▸ **WHAT IS BEING ASKED**
Nothing should be left out when you copy the entries below.
Segment Start: DATA EXTRACTS
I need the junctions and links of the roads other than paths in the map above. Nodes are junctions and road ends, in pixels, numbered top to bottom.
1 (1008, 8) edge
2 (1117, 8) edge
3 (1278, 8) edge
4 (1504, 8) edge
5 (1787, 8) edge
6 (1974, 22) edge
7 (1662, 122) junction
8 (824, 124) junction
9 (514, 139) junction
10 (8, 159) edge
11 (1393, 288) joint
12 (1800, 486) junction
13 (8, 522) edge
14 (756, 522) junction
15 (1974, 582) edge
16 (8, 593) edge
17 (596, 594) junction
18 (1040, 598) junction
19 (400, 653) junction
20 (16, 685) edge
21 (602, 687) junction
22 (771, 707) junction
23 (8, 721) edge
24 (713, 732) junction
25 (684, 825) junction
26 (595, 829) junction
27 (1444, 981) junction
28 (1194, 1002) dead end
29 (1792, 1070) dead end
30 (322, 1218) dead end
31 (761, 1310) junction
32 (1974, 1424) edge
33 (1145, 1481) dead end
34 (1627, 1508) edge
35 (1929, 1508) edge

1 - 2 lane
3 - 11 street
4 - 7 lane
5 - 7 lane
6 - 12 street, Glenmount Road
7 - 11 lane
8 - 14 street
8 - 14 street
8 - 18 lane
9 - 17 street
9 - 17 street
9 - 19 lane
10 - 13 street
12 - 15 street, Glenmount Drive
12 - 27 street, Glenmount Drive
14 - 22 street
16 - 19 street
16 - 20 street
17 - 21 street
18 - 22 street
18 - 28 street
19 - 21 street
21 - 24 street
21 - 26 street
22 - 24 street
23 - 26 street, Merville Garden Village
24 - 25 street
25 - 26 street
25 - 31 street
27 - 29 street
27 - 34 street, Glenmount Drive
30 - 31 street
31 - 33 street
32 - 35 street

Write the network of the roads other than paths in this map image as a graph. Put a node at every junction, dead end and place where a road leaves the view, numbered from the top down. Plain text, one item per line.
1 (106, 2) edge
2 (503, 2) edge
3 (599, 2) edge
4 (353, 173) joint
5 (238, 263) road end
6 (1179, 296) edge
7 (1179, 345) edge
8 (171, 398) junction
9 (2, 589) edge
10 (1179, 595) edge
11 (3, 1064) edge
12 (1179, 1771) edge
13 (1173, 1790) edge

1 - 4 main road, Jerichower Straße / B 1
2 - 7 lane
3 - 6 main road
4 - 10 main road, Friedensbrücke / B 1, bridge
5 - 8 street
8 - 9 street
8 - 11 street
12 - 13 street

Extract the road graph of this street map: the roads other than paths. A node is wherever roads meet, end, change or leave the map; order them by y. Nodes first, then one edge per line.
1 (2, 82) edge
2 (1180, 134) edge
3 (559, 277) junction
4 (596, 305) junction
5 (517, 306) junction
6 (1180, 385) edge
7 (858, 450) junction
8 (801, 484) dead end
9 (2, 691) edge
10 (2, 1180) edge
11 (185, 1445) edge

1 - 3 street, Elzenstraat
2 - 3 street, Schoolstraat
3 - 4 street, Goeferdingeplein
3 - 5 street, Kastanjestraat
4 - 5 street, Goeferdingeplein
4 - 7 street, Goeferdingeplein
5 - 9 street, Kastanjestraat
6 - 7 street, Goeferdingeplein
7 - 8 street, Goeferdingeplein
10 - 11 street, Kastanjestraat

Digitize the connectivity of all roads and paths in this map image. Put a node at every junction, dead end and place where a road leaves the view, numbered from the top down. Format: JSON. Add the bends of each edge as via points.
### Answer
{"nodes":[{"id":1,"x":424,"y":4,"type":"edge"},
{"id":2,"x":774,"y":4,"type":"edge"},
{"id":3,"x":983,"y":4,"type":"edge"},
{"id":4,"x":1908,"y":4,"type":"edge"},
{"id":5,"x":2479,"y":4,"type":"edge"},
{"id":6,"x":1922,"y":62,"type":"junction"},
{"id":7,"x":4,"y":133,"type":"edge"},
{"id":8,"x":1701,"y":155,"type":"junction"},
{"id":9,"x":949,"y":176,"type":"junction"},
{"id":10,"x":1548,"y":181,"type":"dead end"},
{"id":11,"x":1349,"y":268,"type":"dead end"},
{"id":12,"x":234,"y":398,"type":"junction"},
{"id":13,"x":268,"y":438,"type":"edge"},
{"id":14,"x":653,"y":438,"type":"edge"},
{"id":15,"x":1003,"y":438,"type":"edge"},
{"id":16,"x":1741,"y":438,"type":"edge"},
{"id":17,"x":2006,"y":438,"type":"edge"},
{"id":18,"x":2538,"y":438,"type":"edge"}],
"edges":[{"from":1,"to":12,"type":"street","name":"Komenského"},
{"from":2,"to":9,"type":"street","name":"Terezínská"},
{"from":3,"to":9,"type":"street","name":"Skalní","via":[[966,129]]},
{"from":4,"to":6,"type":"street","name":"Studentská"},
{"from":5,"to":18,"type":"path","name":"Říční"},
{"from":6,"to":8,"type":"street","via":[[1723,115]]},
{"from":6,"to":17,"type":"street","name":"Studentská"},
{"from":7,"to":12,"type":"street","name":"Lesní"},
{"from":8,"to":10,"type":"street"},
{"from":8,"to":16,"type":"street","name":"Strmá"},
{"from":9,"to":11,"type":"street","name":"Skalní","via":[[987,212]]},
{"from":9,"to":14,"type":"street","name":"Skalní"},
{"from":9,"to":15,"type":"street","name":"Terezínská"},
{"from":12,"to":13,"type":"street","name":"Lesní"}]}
Segment End: DATA EXTRACTS
▸ **RESPONSE BELOW**
I need the junctions and links of the roads other than paths in the map above. Nodes are junctions and road ends, in pixels, numbered top to bottom.
1 (1008, 8) edge
2 (1117, 8) edge
3 (1278, 8) edge
4 (1504, 8) edge
5 (1787, 8) edge
6 (1974, 22) edge
7 (1662, 122) junction
8 (824, 124) junction
9 (514, 139) junction
10 (8, 159) edge
11 (1393, 288) joint
12 (1800, 486) junction
13 (8, 522) edge
14 (756, 522) junction
15 (1974, 582) edge
16 (8, 593) edge
17 (596, 594) junction
18 (1040, 598) junction
19 (400, 653) junction
20 (16, 685) edge
21 (602, 687) junction
22 (771, 707) junction
23 (8, 721) edge
24 (713, 732) junction
25 (684, 825) junction
26 (595, 829) junction
27 (1444, 981) junction
28 (1194, 1002) dead end
29 (1792, 1070) dead end
30 (322, 1218) dead end
31 (761, 1310) junction
32 (1974, 1424) edge
33 (1145, 1481) dead end
34 (1627, 1508) edge
35 (1929, 1508) edge

1 - 2 lane
3 - 11 street
4 - 7 lane
5 - 7 lane
6 - 12 street, Glenmount Road
7 - 11 lane
8 - 14 street
8 - 14 street
8 - 18 lane
9 - 17 street
9 - 17 street
9 - 19 lane
10 - 13 street
12 - 15 street, Glenmount Drive
12 - 27 street, Glenmount Drive
14 - 22 street
16 - 19 street
16 - 20 street
17 - 21 street
18 - 22 street
18 - 28 street
19 - 21 street
21 - 24 street
21 - 26 street
22 - 24 street
23 - 26 street, Merville Garden Village
24 - 25 street
25 - 26 street
25 - 31 street
27 - 29 street
27 - 34 street, Glenmount Drive
30 - 31 street
31 - 33 street
32 - 35 street

Write the network of the roads other than paths in this map image as a graph. Put a node at every junction, dead end and place where a road leaves the view, numbered from the top down. Plain text, one item per line.
1 (106, 2) edge
2 (503, 2) edge
3 (599, 2) edge
4 (353, 173) joint
5 (238, 263) road end
6 (1179, 296) edge
7 (1179, 345) edge
8 (171, 398) junction
9 (2, 589) edge
10 (1179, 595) edge
11 (3, 1064) edge
12 (1179, 1771) edge
13 (1173, 1790) edge

1 - 4 main road, Jerichower Straße / B 1
2 - 7 lane
3 - 6 main road
4 - 10 main road, Friedensbrücke / B 1, bridge
5 - 8 street
8 - 9 street
8 - 11 street
12 - 13 street

Extract the road graph of this street map: the roads other than paths. A node is wherever roads meet, end, change or leave the map; order them by y. Nodes first, then one edge per line.
1 (2, 82) edge
2 (1180, 134) edge
3 (559, 277) junction
4 (596, 305) junction
5 (517, 306) junction
6 (1180, 385) edge
7 (858, 450) junction
8 (801, 484) dead end
9 (2, 691) edge
10 (2, 1180) edge
11 (185, 1445) edge

1 - 3 street, Elzenstraat
2 - 3 street, Schoolstraat
3 - 4 street, Goeferdingeplein
3 - 5 street, Kastanjestraat
4 - 5 street, Goeferdingeplein
4 - 7 street, Goeferdingeplein
5 - 9 street, Kastanjestraat
6 - 7 street, Goeferdingeplein
7 - 8 street, Goeferdingeplein
10 - 11 street, Kastanjestraat

Digitize the connectivity of all roads and paths in this map image. Put a node at every junction, dead end and place where a road leaves the view, numbered from the top down. Format: JSON. Add the bends of each edge as via points.
### Answer
{"nodes":[{"id":1,"x":424,"y":4,"type":"edge"},
{"id":2,"x":774,"y":4,"type":"edge"},
{"id":3,"x":983,"y":4,"type":"edge"},
{"id":4,"x":1908,"y":4,"type":"edge"},
{"id":5,"x":2479,"y":4,"type":"edge"},
{"id":6,"x":1922,"y":62,"type":"junction"},
{"id":7,"x":4,"y":133,"type":"edge"},
{"id":8,"x":1701,"y":155,"type":"junction"},
{"id":9,"x":949,"y":176,"type":"junction"},
{"id":10,"x":1548,"y":181,"type":"dead end"},
{"id":11,"x":1349,"y":268,"type":"dead end"},
{"id":12,"x":234,"y":398,"type":"junction"},
{"id":13,"x":268,"y":438,"type":"edge"},
{"id":14,"x":653,"y":438,"type":"edge"},
{"id":15,"x":1003,"y":438,"type":"edge"},
{"id":16,"x":1741,"y":438,"type":"edge"},
{"id":17,"x":2006,"y":438,"type":"edge"},
{"id":18,"x":2538,"y":438,"type":"edge"}],
"edges":[{"from":1,"to":12,"type":"street","name":"Komenského"},
{"from":2,"to":9,"type":"street","name":"Terezínská"},
{"from":3,"to":9,"type":"street","name":"Skalní","via":[[966,129]]},
{"from":4,"to":6,"type":"street","name":"Studentská"},
{"from":5,"to":18,"type":"path","name":"Říční"},
{"from":6,"to":8,"type":"street","via":[[1723,115]]},
{"from":6,"to":17,"type":"street","name":"Studentská"},
{"from":7,"to":12,"type":"street","name":"Lesní"},
{"from":8,"to":10,"type":"street"},
{"from":8,"to":16,"type":"street","name":"Strmá"},
{"from":9,"to":11,"type":"street","name":"Skalní","via":[[987,212]]},
{"from":9,"to":14,"type":"street","name":"Skalní"},
{"from":9,"to":15,"type":"street","name":"Terezínská"},
{"from":12,"to":13,"type":"street","name":"Lesní"}]}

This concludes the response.